▶ Saved data entries
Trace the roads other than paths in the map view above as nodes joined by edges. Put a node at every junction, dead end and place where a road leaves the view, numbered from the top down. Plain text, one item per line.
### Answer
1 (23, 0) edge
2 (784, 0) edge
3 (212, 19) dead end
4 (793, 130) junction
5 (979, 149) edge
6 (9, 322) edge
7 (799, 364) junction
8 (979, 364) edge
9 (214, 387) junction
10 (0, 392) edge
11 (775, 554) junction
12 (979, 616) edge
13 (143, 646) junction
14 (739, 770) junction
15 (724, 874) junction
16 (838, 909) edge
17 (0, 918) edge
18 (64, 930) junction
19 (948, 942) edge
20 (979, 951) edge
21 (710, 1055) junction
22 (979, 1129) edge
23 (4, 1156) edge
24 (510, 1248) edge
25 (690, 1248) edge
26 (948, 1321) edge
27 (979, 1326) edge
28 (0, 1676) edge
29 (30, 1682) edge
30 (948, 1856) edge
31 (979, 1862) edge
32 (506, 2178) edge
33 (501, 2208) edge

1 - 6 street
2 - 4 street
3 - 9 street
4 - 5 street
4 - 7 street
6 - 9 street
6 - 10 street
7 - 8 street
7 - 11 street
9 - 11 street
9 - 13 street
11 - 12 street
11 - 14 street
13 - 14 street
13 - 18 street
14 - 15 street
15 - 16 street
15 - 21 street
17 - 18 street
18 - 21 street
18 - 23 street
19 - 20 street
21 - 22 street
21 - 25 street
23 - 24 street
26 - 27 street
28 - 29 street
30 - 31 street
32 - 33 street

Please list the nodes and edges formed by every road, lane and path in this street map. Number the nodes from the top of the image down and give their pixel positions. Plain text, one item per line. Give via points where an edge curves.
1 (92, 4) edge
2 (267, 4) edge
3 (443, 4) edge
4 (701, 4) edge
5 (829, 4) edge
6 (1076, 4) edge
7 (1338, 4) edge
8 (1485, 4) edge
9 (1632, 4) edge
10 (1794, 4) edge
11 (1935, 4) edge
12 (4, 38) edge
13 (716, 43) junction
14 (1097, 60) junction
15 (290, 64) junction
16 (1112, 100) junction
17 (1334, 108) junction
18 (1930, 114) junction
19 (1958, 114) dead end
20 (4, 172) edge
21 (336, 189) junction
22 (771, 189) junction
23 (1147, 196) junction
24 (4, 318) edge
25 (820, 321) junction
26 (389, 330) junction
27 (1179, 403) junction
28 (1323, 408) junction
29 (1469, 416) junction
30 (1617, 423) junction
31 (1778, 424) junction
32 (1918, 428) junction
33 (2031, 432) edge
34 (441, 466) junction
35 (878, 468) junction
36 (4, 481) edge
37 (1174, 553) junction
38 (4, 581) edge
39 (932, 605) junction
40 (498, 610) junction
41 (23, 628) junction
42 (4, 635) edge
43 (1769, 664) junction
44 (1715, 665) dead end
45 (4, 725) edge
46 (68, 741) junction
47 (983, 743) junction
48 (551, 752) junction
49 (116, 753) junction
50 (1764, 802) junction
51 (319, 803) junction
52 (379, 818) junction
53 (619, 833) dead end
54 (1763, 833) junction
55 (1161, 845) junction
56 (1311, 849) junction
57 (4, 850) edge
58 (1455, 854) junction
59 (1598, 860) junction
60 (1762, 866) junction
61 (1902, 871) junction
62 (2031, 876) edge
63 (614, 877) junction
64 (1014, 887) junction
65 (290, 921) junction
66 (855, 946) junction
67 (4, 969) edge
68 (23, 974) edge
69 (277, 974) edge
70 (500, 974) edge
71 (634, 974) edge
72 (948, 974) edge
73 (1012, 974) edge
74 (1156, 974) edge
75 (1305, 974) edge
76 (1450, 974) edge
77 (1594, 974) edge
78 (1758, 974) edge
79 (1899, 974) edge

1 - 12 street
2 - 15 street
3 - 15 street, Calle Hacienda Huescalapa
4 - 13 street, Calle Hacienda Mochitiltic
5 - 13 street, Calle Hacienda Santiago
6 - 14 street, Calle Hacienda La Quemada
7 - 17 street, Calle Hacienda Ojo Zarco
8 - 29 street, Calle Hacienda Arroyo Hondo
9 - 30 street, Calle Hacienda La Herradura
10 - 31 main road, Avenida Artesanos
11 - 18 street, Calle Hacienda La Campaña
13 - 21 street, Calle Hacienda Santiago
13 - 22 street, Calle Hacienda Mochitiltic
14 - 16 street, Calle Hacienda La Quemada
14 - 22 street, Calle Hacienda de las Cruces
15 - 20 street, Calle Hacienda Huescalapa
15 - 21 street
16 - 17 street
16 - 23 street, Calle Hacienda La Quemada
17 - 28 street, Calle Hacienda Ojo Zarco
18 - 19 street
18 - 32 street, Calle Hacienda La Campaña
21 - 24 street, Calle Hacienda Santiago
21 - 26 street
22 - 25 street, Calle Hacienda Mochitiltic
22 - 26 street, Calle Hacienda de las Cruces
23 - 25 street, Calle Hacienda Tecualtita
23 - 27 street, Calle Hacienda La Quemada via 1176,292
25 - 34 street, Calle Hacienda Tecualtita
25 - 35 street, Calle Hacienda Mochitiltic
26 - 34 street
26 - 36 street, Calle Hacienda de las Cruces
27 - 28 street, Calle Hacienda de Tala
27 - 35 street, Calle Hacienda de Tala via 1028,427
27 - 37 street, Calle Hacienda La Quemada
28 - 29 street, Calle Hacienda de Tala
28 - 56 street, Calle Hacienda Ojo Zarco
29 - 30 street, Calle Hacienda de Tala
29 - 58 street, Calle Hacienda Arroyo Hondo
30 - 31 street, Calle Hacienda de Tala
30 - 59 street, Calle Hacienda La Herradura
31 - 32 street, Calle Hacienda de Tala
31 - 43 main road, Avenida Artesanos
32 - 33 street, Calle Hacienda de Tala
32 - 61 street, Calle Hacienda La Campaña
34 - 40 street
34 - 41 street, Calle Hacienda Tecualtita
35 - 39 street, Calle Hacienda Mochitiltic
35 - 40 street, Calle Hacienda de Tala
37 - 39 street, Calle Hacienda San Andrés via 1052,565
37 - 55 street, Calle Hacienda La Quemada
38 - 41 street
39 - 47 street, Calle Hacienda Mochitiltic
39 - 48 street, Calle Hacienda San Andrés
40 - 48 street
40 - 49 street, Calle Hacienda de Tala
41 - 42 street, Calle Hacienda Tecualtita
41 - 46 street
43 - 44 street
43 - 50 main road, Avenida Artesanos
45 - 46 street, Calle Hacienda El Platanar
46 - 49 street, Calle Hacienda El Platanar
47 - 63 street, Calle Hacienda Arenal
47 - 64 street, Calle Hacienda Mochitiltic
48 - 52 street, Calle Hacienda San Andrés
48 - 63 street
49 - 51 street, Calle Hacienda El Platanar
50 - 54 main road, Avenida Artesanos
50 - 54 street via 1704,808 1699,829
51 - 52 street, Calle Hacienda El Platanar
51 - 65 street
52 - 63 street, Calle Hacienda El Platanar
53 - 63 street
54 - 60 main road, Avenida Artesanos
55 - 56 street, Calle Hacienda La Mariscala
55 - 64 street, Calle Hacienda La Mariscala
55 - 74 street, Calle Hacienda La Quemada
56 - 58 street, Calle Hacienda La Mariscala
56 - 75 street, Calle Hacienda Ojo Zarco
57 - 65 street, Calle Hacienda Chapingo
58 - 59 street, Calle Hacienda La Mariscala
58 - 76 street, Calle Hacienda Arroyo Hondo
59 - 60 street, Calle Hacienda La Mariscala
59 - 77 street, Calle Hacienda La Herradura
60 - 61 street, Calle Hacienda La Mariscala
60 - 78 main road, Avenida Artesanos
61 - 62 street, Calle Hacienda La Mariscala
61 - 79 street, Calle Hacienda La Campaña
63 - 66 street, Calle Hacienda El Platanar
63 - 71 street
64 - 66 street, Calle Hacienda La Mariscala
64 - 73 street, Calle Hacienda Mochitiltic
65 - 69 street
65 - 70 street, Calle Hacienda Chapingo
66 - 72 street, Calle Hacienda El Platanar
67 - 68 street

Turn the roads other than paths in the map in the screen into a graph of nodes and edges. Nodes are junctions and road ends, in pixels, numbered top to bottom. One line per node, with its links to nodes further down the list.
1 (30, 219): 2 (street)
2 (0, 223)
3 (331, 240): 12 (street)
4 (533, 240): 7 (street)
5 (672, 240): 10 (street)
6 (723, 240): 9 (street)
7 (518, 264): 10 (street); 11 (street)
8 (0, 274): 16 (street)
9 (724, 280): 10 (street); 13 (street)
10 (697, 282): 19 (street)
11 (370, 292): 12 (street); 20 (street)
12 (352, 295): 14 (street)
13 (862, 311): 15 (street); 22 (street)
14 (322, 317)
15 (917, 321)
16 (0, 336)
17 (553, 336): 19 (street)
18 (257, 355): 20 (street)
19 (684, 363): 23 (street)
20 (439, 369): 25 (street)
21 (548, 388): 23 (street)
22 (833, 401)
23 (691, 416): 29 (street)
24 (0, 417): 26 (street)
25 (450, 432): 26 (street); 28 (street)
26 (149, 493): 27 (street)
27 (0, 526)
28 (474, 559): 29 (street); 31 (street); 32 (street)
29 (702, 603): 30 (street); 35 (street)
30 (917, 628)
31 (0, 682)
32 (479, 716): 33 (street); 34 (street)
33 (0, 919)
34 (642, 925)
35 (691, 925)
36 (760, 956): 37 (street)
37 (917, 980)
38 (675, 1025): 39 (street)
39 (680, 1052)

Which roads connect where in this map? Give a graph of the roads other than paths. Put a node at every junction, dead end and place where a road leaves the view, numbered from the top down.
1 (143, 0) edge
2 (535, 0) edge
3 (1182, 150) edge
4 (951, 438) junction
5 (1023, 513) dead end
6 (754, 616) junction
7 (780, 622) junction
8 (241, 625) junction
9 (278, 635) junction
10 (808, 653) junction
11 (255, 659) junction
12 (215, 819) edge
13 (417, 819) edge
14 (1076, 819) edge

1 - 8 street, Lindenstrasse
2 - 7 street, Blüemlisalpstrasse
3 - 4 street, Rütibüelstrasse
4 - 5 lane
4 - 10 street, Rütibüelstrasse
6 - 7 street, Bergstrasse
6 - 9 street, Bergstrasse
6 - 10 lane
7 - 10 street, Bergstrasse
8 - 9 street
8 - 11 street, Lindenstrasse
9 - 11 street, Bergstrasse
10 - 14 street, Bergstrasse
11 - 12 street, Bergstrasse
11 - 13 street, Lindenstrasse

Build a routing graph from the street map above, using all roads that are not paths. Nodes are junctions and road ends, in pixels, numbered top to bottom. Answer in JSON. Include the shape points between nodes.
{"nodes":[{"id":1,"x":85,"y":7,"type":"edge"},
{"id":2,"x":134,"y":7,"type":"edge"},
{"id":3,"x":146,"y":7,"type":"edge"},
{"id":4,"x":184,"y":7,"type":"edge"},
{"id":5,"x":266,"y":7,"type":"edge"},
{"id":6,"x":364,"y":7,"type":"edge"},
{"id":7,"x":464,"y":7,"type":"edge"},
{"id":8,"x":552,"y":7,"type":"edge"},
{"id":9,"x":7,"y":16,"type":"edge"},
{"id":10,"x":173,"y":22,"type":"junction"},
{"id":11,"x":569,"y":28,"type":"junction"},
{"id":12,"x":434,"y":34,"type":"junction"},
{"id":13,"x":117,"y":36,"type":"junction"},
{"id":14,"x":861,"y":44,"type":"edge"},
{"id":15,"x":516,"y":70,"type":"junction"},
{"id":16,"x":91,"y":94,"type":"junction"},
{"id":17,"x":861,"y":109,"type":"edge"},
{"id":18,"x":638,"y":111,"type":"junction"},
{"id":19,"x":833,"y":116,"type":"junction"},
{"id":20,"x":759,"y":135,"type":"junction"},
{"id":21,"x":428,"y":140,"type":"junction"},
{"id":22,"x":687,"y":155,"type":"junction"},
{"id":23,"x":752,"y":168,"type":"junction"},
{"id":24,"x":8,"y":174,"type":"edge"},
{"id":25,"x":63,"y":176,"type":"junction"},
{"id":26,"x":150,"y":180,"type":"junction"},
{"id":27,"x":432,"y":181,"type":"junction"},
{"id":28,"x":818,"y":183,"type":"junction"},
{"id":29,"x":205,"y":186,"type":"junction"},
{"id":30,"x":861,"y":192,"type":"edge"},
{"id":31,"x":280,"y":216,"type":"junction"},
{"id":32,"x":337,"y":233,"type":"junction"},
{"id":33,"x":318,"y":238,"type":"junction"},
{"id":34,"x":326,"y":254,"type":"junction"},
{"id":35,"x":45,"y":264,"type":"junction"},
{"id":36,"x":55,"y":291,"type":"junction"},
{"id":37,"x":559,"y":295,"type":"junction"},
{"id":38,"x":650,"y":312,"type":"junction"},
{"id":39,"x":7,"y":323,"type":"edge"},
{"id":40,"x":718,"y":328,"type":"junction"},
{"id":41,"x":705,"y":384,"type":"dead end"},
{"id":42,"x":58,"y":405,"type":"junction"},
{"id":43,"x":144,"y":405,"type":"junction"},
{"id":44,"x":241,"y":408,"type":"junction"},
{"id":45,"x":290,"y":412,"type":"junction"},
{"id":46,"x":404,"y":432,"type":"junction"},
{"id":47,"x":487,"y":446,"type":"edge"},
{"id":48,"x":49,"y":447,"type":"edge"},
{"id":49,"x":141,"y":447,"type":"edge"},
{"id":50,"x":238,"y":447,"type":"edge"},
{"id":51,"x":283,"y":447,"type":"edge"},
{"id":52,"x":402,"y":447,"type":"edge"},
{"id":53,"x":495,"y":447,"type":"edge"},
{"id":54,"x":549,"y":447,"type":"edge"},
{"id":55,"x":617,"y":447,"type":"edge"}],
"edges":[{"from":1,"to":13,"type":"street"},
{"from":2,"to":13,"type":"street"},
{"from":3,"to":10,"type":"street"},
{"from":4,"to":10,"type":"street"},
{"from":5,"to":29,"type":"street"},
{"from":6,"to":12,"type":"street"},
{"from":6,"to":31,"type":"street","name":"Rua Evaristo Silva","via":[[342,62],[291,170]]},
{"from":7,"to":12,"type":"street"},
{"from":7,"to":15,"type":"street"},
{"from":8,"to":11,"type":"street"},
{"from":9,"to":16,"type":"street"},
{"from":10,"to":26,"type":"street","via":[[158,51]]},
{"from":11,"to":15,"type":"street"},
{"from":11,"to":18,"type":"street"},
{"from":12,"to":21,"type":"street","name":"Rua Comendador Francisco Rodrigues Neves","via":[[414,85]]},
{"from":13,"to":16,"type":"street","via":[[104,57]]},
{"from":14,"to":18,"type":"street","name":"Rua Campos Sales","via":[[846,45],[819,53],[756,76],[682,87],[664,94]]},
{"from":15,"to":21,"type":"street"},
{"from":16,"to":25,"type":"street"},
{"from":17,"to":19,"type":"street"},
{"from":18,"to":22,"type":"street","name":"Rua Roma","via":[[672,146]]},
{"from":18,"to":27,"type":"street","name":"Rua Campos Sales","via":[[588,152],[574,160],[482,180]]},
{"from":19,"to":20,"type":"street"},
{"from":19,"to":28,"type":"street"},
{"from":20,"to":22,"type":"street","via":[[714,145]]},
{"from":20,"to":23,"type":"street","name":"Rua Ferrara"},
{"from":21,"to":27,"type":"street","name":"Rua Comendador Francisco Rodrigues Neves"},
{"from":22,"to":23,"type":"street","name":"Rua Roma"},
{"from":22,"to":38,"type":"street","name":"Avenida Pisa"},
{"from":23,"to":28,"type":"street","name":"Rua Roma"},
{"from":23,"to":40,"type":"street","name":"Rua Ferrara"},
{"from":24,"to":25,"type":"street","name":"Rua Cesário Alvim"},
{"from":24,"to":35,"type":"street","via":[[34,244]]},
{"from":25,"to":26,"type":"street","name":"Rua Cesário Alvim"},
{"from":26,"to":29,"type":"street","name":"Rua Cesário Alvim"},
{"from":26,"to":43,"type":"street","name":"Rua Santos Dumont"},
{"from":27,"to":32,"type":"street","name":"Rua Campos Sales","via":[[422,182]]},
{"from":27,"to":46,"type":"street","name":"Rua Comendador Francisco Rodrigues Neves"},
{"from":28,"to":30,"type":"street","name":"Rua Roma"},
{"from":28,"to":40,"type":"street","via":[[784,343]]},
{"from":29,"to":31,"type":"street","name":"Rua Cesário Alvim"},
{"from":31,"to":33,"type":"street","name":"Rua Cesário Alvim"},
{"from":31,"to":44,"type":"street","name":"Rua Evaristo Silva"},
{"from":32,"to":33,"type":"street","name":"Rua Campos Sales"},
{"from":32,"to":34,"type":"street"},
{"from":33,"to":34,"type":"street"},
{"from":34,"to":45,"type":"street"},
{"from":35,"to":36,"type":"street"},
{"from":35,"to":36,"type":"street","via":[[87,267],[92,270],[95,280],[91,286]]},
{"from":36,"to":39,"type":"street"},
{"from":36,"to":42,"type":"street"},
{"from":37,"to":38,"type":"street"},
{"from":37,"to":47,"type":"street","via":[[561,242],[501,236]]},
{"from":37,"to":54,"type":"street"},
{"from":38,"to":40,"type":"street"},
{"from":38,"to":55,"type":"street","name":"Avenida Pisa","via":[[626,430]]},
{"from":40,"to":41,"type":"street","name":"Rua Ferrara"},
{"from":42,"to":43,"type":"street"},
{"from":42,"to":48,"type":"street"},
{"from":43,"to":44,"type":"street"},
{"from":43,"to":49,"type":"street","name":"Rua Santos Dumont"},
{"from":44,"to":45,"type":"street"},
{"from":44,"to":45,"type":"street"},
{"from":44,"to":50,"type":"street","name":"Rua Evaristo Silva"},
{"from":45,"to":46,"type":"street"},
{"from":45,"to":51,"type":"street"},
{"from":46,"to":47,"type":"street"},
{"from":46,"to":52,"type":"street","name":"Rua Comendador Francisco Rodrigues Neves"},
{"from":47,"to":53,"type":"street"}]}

▶ Instructions for the task
Among the lines above, which hold the word "Platanar"? Report each one.

▶ Result of the exercise
45 - 46 street, Calle Hacienda El Platanar
46 - 49 street, Calle Hacienda El Platanar
49 - 51 street, Calle Hacienda El Platanar
51 - 52 street, Calle Hacienda El Platanar
52 - 63 street, Calle Hacienda El Platanar
63 - 66 street, Calle Hacienda El Platanar
66 - 72 street, Calle Hacienda El Platanar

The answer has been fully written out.